San Jose is looking to offset a sizable portion of its homeless shelter expenses through Medi-Cal reimbursements, but homeless service providers aren’t making full use of the opportunity. That’s about to change with help from a federal grant.

The San Jose City Council on Tuesday voted unanimously to accept and match $1.3 million from the federal Providing Access and Transforming Health grant. The grant will provide assistance with data collection and billing to ensure homeless service providers working with the city become compliant with California Advancing and Innovating Medi-Cal (CalAIM), which will help San Jose get partially reimbursed for what it spends maintaining a handful of its homeless shelters. Mayor Matt Mahan was not present for the vote.

The city will begin a pilot program this year at the Cherry AvenueEvans Lane and Cerone tiny home villages. It typically takes 12 to 18 months to implement the program, and San Jose will consider expanding it to other shelters after the pilot phase ends.

Once fully implemented across all shelters, the city could see savings of about $7 million to $9 million a year, according to city housing officials.

“That (could) go toward libraries, prevention programs, police officers, fire fighters — you name it,” District 8 Councilmember Domingo Candelas said at the meeting.

San Jose is projecting its homeless shelters will rack up $94 million in maintenance and operating costs in the upcoming fiscal year, while it tackles a $56 million budget shortfall. City officials are trying to rein in spending on 23 temporary housing sites in its portfolio — 10 tiny home villages, two safe parking sites, a safe sleeping site and 10 motels converted to shelters.

Mahan has suggested ways to cut shelter costs, including rebidding service contracts and standardizing shelter operations. He also wants to explore asking homeless residents to pay a fee to stay in the city’s shelters.

“We’ve helped thousands of people leave encampments and come indoors, and we can help thousands more when every level of government leans in,” Mahan told San José Spotlight. “CalAIM reimbursements will allow us to expand supportive services and help more homeless neighbors come indoors without putting additional pressure on our city budget.”

California expanded Medi-Cal services in 2022 to prevent vulnerable people — particularly homeless people — from falling through the cracks. CalAIM was meant to establish more coordinated, holistic care and allows providers to bill Medi-Cal for services that aren’t considered traditional medical care. Providers have been slow to utilize it due to technical difficulties and the long lag time for payments, Elizabeth Funk, CEO of DignityMoves which builds tiny homes across the state, said.

Once the homeless service providers managing the three pilot shelter sites — HomeFirst and People Assisting the Homeless (PATH) — become registered CalAIM providers, they can bill Medi-Cal for case management, medical care and housing navigation services — offsetting shelter costs the city is paying for.

Representatives for HomeFirst and PATH declined to comment.

Funk said allowing service providers to bill Medi-Cal will let the city eventually expand its shelter capacity.

San Jose doesn’t have enough beds for people who need them.
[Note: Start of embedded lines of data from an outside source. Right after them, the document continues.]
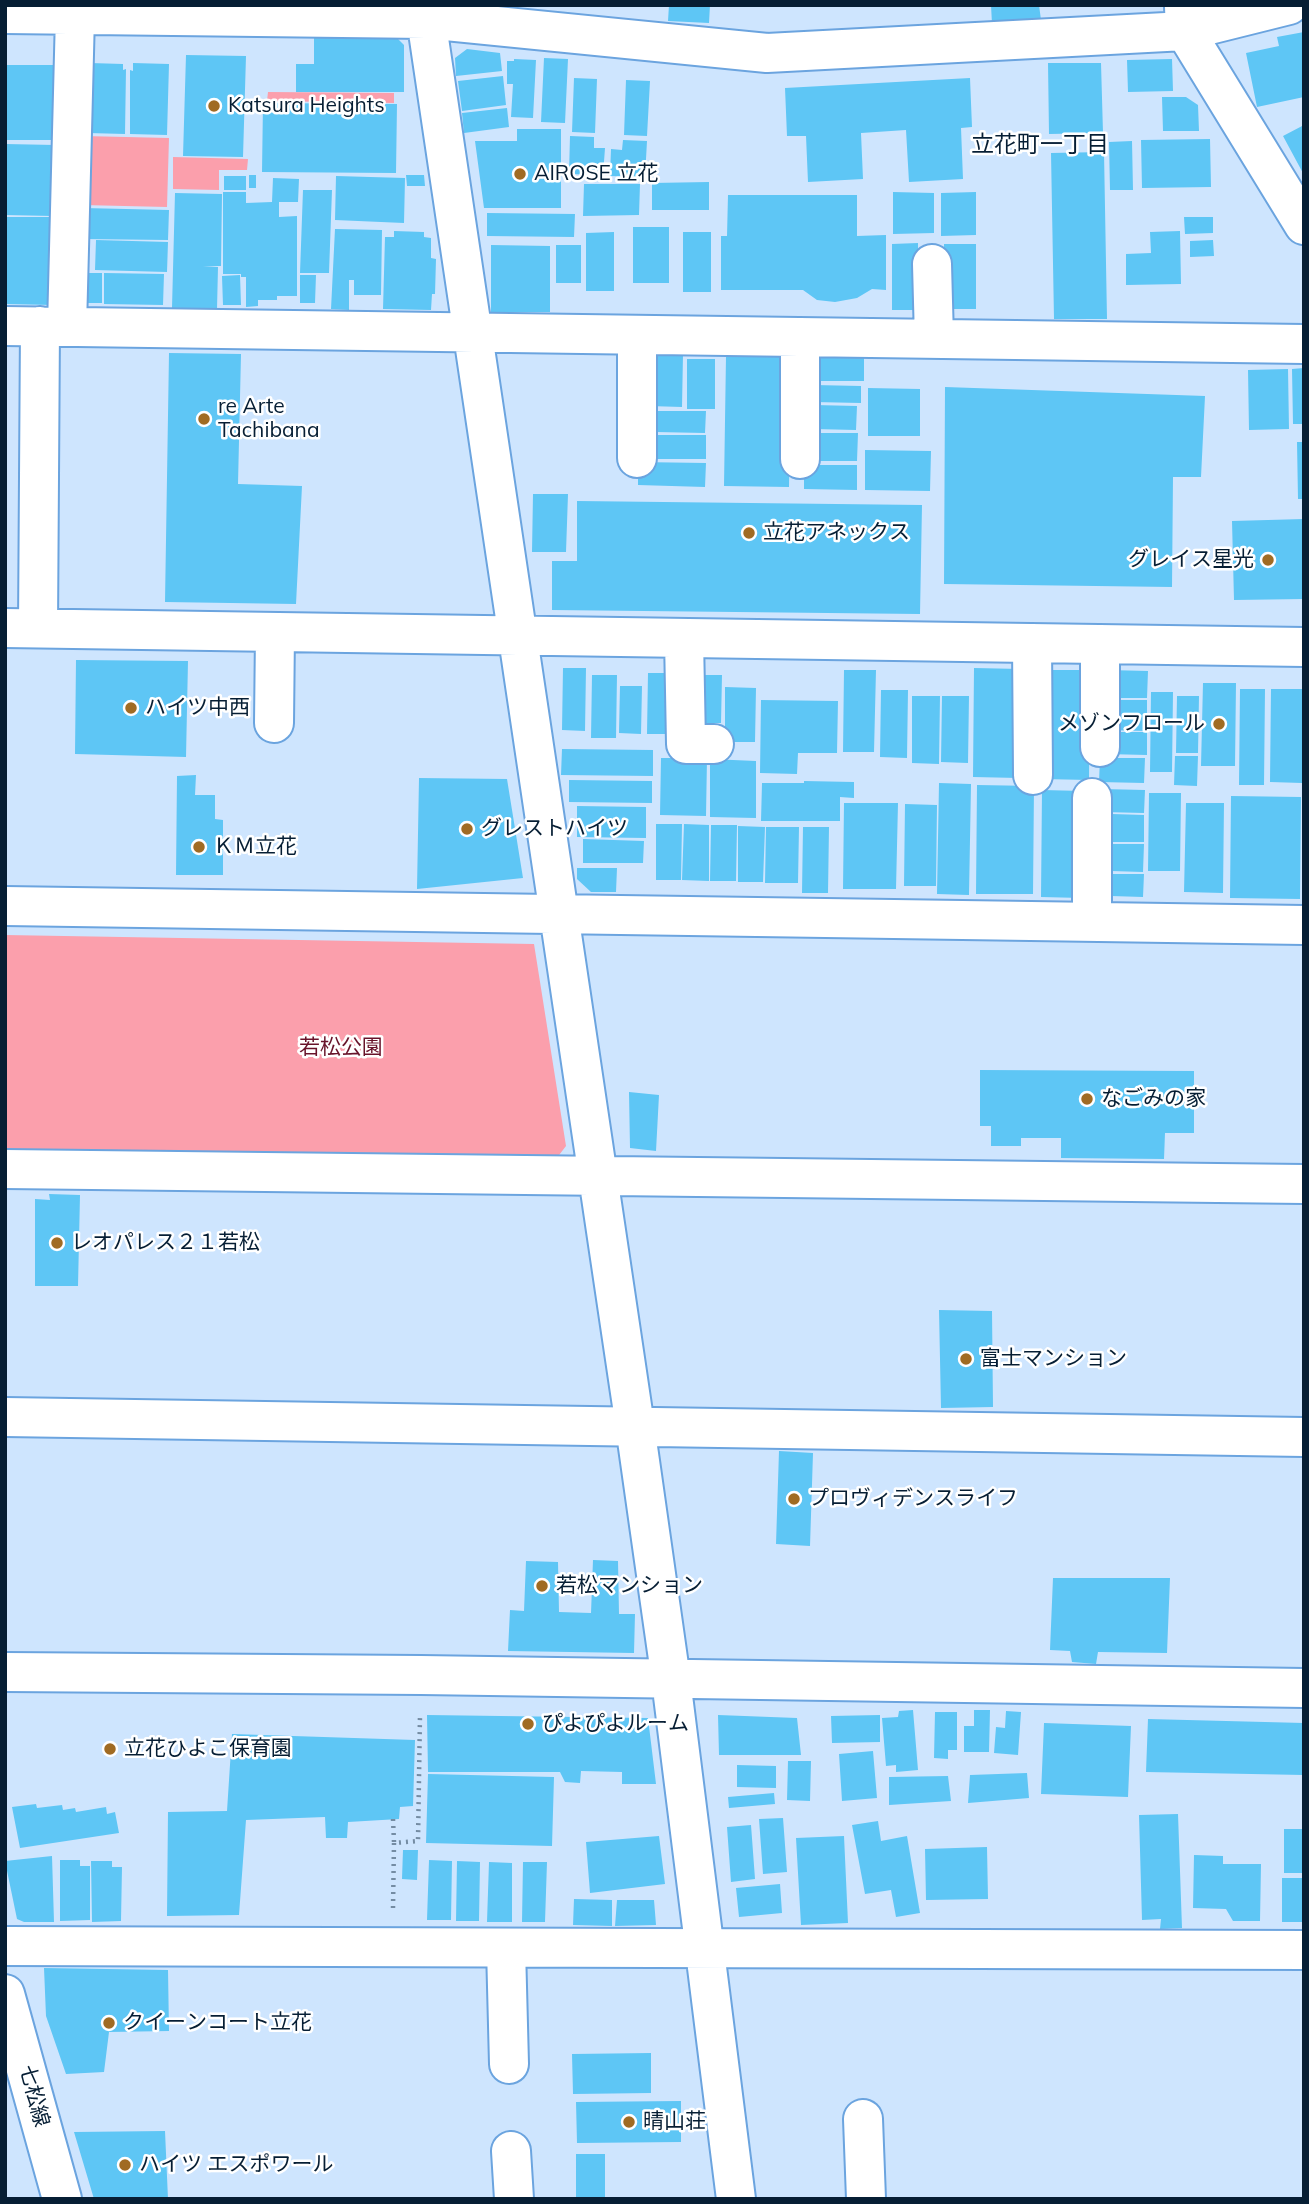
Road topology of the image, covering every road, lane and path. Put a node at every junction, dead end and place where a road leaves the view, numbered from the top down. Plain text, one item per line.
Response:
1 (1289, 5) edge
2 (425, 12) edge
3 (5, 14) edge
4 (75, 15) junction
5 (1184, 18) edge
6 (1304, 225) edge
7 (932, 264) dead end
8 (37, 326) edge
9 (472, 333) junction
10 (636, 335) junction
11 (800, 337) junction
12 (934, 339) junction
13 (1304, 344) edge
14 (637, 458) dead end
15 (800, 459) dead end
16 (22, 628) edge
17 (275, 632) junction
18 (518, 636) junction
19 (684, 639) junction
20 (1032, 643) junction
21 (1100, 644) junction
22 (1304, 647) edge
23 (274, 723) dead end
24 (714, 744) dead end
25 (1100, 747) dead end
26 (1033, 775) dead end
27 (1092, 798) dead end
28 (5, 906) edge
29 (560, 914) junction
30 (1092, 922) junction
31 (1304, 925) edge
32 (5, 1169) edge
33 (598, 1174) junction
34 (1304, 1184) edge
35 (5, 1417) edge
36 (635, 1426) junction
37 (1304, 1437) edge
38 (5, 1672) edge
39 (421, 1675) junction
40 (671, 1680) junction
41 (1304, 1688) edge
42 (393, 1819) dead end
43 (394, 1843) junction
44 (5, 1946) edge
45 (393, 1947) junction
46 (506, 1948) junction
47 (703, 1949) junction
48 (1304, 1950) edge
49 (5, 1994) edge
50 (509, 2064) dead end
51 (863, 2119) dead end
52 (512, 2151) dead end
53 (62, 2199) edge
54 (514, 2199) edge
55 (736, 2199) edge
56 (866, 2199) edge

1 - 5 street
2 - 4 street
2 - 5 street
2 - 9 street
3 - 4 street
4 - 8 street
5 - 6 street
7 - 12 street
8 - 9 street
8 - 16 street
9 - 10 street
9 - 18 street
10 - 11 street
10 - 14 street
11 - 12 street
11 - 15 street
12 - 13 street
16 - 17 street
17 - 18 street
17 - 23 street
18 - 19 street
18 - 29 street
19 - 20 street
19 - 24 street
20 - 21 street
20 - 26 street
21 - 22 street
21 - 25 street
27 - 30 street
28 - 29 street
29 - 30 street
29 - 33 street
30 - 31 street
32 - 33 street
33 - 34 street
33 - 36 street
35 - 36 street
36 - 37 street
36 - 40 street
38 - 39 street
39 - 40 street
39 - 43 path
40 - 41 street
40 - 47 street
42 - 43 path
43 - 45 path
44 - 45 street
45 - 46 street
46 - 47 street
46 - 50 street
47 - 48 street
47 - 55 street
49 - 53 street, 七松線
51 - 56 street
52 - 54 street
The city has 6,503 homeless residents, up 237 people from 2023. About 60% of that population — 3,959 people — is unsheltered, and 2,544 are sheltered. Since the 2025 point-in-time count, the city has added more than 1,000 beds across a dozen new or expanded temporary housing sites, and manages more than 2,000 beds.

“The single biggest barrier to San Jose expanding its interim housing dramatically is the cost of operating,” Funk told San José Spotlight. “This CalAIM reimbursement is an order of magnitude. Rather than reducing the quality and reducing the services so that we can squeeze a few extra inches off of our belt, I would rather see us doing the full robust services and offsetting those costs by reimbursement.”
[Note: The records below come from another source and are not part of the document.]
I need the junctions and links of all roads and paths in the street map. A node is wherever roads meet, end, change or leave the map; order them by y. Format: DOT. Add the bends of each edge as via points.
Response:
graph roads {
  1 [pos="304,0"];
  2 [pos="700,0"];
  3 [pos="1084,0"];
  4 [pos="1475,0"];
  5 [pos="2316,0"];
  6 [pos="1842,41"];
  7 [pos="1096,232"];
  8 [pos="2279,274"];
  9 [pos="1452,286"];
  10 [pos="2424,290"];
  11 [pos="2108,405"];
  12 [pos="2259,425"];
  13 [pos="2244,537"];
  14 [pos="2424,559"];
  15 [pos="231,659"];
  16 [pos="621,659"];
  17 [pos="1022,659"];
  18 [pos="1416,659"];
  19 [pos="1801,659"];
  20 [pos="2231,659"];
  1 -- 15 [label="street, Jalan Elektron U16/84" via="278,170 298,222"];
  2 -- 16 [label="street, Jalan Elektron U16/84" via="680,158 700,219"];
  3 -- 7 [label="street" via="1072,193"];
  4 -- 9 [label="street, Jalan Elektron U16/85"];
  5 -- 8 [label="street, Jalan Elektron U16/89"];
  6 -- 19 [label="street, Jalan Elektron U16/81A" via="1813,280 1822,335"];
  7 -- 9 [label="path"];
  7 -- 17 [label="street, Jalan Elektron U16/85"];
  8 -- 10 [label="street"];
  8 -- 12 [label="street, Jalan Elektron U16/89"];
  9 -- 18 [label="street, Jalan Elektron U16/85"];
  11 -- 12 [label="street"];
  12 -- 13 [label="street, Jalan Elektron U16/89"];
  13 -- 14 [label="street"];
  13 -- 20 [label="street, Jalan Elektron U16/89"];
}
Last year, Santa Clara County started implementing CalAIM at some shelters in partnership with San Jose, and is covering the administrative costs. The county’s CalAIM implementation across all shelter sites could take two years. District 1 Supervisor Sylvia Arenas wrote in a memo the city’s efforts may duplicate what the county is doing. As CalAIM is getting off the ground, the county projects it could save up to $5 million in administrative costs and help San Jose save up to $2 million in annual shelter expenses.

Representatives for the San Jose Housing Department did not answer questions about why CalAIM reimbursements weren’t implemented sooner.

With emergency visits on the rise among homeless people, CalAIM also works to avoid costly hospital visits by allowing a wider range of holistic and preventative services to be billed.

In 2011, there were about 141 visits per 100 homeless people, according to the U.S. Centers for Disease Control and Prevention. That number has more than doubled to 310 visits a decade later. Conversely, rates among people not experiencing homelessness has held steady at about 40 visits per 100 people a year over the past decade.

The National Alliance to End Homelessness estimates it costs a taxpayer an average of $35,500 per year to pay for hospital visits, jail time and other emergency services for a chronically homeless person.

“(The funding) ought to be coming from our medical system, because our medical system is what’s bearing the brunt of not solving the problem,” Funk said.